La course transatlantique la Route du Rhum a lancé son top départ le 9 novembre dernier. Parmi les skippers, le Réunionnais Victor Jost, 27 ans, fait toujours partie de la course en 30e position et il a parcouru 66% du trajet. Il donne de ses nouvelles dans son journal de bord.
Bonjour à tous !
Si on dézoome un peu la carte, il me semble que je suis bien au beau milieu de nulle part.… haha. Je commence à vous écrire ce mail alors qu’un gros grain me passe en plein dessus. Est-ce un affront que je fais à ce gros nuage ? Non, je pense que ça devrait le faire, j’ai abattu un peu et j’ai choque la grand-voile. Mais bon, le vent monte fort jusqu’à 33 nœuds, j’ai vu il y a quelques minutes. Il vaut mieux regarder ce mail que les afficheurs ça m’évite de stresser. Vais-je me faire punir ? Réponse à la fin du mail !

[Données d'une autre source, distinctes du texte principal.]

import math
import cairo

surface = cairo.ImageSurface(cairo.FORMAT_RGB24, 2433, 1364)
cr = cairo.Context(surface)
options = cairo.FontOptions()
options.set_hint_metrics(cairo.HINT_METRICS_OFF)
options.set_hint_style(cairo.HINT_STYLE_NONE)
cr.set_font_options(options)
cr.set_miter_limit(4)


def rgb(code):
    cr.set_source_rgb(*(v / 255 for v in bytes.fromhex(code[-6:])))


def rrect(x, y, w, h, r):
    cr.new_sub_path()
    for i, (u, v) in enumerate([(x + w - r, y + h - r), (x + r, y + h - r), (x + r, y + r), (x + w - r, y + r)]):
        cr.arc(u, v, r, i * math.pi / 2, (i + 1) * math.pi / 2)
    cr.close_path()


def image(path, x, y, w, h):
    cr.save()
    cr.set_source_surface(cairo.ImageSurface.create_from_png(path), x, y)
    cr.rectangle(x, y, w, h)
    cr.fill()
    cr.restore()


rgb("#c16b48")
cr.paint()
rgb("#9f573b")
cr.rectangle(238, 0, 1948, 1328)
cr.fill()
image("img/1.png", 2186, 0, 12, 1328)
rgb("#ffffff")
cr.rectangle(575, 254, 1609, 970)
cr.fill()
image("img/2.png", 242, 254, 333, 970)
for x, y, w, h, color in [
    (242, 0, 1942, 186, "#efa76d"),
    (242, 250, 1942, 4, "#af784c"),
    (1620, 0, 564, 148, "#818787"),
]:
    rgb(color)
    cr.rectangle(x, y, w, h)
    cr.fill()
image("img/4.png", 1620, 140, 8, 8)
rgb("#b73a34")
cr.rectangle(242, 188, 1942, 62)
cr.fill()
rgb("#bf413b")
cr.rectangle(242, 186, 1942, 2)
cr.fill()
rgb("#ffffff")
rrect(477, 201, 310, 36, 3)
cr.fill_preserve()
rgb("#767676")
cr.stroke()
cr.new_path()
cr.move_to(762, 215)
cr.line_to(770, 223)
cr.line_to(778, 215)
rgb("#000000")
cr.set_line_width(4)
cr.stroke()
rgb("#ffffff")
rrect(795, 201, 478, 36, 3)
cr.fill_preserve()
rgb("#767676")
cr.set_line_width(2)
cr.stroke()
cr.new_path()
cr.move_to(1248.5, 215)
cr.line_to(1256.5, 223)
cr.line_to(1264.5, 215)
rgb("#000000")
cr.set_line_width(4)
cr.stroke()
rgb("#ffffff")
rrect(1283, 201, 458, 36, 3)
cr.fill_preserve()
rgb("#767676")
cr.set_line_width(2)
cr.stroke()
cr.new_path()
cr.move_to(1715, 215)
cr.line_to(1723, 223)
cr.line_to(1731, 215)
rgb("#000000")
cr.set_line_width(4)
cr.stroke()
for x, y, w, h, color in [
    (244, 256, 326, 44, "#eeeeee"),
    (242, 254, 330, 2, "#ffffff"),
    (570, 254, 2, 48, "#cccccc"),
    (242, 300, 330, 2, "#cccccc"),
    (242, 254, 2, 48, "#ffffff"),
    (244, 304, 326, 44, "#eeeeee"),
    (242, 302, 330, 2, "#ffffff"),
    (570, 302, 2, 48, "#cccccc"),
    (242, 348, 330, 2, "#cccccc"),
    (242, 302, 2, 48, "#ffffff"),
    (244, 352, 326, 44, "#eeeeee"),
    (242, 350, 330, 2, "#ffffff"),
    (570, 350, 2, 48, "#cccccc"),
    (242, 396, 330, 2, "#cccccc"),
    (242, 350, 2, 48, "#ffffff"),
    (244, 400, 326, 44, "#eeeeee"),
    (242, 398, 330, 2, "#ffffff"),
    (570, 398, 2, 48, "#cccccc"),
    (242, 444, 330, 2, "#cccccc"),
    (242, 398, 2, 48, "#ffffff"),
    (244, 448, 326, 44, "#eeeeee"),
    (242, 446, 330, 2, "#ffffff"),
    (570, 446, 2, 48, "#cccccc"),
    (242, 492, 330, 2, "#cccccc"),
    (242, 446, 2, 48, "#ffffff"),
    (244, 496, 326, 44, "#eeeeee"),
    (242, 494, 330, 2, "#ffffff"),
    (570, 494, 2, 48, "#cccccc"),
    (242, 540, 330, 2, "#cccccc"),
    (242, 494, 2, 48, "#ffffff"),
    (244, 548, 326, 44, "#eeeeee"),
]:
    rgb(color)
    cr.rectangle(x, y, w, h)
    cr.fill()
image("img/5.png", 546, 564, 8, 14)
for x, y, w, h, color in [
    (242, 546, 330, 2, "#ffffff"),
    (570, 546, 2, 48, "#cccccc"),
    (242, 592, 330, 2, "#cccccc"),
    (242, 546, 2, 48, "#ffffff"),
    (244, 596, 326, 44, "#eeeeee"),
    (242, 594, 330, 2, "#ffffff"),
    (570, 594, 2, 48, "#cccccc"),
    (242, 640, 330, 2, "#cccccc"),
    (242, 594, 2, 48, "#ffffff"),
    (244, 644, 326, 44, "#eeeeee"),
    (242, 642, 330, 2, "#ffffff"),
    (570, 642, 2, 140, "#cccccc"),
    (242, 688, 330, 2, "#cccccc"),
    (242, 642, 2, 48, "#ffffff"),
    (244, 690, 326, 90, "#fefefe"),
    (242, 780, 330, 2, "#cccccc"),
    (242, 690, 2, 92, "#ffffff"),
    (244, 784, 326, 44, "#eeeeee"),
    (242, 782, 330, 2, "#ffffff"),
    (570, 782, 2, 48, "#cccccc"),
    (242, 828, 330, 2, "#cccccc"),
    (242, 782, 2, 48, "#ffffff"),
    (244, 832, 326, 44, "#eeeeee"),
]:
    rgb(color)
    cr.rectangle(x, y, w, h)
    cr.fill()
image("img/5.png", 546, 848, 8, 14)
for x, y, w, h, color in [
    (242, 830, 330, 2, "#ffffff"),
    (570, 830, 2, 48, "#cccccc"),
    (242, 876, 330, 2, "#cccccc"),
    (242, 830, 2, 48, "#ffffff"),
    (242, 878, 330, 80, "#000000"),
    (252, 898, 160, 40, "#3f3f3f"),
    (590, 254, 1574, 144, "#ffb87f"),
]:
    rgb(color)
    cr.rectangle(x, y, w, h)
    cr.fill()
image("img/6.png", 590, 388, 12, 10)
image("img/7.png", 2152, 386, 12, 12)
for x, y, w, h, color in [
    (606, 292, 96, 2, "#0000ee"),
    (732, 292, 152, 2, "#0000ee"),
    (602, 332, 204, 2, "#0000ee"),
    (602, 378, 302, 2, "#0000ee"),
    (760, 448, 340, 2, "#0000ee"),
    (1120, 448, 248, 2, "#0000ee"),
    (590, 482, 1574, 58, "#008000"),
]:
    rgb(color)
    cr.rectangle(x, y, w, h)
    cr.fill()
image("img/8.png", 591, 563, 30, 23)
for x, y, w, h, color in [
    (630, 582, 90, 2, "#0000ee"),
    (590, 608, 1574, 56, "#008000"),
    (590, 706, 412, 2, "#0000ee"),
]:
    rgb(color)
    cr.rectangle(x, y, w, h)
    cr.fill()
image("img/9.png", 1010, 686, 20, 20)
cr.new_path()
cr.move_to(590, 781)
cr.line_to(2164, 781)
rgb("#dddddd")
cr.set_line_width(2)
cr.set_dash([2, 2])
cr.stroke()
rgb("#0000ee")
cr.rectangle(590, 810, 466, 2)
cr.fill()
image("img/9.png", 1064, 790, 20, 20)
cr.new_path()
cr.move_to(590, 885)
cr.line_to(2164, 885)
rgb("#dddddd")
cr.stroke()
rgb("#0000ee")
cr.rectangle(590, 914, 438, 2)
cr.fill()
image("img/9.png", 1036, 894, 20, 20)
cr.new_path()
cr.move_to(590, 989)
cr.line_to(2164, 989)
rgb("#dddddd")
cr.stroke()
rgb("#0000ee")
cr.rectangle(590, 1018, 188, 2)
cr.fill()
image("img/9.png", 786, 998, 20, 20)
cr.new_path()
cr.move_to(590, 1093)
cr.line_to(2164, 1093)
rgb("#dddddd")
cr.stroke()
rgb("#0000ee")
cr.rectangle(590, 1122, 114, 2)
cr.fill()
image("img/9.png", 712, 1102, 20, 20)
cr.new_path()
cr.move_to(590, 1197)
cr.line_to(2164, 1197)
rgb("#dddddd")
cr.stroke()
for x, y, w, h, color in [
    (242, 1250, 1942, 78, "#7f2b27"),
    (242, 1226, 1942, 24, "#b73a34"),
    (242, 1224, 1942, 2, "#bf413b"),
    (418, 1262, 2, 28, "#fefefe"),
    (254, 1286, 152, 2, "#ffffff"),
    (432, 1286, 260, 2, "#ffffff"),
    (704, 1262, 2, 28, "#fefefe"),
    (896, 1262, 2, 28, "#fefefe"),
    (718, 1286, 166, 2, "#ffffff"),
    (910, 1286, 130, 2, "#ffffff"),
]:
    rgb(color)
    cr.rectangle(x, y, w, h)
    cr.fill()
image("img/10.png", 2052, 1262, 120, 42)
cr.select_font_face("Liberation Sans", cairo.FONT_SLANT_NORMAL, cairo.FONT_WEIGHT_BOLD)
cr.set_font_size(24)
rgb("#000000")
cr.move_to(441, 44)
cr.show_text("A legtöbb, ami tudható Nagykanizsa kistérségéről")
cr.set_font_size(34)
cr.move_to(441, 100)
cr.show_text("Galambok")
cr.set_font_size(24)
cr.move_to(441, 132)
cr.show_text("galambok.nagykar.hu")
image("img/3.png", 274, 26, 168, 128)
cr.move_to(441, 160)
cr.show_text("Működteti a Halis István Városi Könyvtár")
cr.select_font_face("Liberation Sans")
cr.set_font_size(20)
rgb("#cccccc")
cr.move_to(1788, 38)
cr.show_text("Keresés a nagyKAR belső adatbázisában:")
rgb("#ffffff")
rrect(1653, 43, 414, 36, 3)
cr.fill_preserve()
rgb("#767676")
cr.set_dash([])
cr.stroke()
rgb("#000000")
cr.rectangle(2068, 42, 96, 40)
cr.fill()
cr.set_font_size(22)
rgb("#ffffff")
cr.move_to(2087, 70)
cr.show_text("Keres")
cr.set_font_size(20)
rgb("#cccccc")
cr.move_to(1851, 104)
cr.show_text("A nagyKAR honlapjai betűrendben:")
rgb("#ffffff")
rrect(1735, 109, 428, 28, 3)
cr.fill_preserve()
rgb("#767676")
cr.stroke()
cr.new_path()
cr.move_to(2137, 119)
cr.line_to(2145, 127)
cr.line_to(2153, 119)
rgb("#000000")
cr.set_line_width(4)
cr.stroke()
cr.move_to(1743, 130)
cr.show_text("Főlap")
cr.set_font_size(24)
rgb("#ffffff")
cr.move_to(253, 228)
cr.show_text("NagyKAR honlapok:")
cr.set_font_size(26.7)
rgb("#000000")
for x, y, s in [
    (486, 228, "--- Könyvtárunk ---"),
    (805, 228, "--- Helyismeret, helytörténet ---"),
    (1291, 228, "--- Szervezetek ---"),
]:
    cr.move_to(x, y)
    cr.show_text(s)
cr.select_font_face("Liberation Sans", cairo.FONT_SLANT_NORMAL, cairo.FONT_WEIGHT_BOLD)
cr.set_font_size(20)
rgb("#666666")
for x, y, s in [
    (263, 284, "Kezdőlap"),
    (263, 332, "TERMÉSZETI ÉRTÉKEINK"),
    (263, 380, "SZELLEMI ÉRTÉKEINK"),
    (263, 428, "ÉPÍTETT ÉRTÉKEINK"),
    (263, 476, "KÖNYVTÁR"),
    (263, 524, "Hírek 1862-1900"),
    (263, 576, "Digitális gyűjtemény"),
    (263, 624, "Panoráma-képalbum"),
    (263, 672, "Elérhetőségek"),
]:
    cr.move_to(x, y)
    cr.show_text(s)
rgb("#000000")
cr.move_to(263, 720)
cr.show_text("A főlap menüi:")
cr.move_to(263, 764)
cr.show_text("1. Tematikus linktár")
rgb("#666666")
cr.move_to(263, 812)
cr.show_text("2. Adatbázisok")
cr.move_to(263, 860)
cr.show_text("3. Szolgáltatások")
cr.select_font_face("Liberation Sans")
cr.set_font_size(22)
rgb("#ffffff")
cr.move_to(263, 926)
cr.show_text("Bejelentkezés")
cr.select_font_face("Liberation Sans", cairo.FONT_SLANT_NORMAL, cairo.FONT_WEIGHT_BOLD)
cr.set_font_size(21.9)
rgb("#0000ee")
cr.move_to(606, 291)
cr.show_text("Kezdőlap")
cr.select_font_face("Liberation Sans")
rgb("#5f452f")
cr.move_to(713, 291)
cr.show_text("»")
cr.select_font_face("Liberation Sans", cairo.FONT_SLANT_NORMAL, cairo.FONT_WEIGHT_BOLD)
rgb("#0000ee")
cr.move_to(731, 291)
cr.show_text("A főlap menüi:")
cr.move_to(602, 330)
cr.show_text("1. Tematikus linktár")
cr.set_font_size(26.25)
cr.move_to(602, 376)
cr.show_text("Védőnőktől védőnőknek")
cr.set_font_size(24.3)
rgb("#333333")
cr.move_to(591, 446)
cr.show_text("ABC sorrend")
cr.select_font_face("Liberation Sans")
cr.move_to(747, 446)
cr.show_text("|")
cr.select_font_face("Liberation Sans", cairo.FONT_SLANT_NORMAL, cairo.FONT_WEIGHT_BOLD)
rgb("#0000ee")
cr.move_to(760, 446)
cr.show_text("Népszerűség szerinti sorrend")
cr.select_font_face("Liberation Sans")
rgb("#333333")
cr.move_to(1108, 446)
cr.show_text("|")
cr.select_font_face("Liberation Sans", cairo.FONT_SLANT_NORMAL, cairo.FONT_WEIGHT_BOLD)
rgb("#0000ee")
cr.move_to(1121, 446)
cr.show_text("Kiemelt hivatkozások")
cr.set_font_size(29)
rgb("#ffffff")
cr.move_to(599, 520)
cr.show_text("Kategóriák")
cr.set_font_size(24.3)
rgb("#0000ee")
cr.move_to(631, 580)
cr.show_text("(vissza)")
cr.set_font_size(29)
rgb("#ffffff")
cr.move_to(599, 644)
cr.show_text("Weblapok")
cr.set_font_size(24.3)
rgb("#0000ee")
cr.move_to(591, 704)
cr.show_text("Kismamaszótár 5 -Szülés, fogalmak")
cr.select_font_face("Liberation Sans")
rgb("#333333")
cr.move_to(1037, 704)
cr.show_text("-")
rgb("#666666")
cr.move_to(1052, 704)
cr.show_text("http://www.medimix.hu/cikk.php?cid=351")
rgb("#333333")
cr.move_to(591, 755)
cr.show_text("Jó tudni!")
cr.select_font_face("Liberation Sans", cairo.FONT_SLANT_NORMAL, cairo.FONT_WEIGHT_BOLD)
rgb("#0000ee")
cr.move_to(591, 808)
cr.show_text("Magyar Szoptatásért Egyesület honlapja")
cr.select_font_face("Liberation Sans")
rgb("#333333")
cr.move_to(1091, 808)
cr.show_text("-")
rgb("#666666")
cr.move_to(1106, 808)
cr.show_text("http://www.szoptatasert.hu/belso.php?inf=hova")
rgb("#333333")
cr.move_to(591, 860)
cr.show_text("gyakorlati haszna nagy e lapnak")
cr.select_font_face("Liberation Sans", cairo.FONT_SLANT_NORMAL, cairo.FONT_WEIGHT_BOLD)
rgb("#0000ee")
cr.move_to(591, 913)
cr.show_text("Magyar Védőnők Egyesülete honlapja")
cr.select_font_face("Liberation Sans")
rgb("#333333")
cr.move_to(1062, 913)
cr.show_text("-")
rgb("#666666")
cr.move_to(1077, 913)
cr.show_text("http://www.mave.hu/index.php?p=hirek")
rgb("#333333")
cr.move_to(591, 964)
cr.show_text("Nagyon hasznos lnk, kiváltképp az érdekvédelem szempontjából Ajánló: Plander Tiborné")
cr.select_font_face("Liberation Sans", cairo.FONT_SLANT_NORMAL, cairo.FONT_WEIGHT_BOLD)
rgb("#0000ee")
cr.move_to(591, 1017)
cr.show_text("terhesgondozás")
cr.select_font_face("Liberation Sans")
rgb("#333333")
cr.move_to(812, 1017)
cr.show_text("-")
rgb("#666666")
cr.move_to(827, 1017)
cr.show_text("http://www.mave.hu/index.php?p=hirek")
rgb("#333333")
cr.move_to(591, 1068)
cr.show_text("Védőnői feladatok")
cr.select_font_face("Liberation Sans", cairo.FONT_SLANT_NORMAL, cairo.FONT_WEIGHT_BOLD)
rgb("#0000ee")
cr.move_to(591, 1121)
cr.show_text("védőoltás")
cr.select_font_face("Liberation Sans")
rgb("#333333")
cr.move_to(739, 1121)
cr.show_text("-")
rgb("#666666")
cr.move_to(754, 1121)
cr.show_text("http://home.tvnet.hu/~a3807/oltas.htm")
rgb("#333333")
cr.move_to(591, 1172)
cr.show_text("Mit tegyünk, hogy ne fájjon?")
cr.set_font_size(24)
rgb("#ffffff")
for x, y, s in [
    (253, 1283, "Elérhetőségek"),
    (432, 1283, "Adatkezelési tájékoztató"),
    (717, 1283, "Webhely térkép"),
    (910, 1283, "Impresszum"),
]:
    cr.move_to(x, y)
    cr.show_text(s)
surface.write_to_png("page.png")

En fait, mon quotidien dans les alizés c’est ça :
- Oh non le bateau n’est pas assez puissant il faudrait que je mette un spi plus grand.
- Oulala c’est quoi ce grain ? Heureusement que j’ai gardé le petit spi !
Contrairement à ce que l’on a vécu sur la Transat Jacques Vabre l’année dernière, je fais face à des grains en permanence. C’est assez éprouvant parce qu’un grain c’est violent, à ma surprise il y a une grosse mer qui se forme en dessous, et surtout c’est un peu aléatoire. Ça frappe sans prévenir. Enfin si je pourrai regarder en permanence dehors, la journée, pour les voir venir, mais la nuit en revanche, il n’y a rien à faire. Il y aurait le radar qui les voit bien, mais le mien ne fonctionne pas. Je tente de télécharger des images satellites, mais je ne trouve pas que ça me donne beaucoup d’informations. Donc, je subis.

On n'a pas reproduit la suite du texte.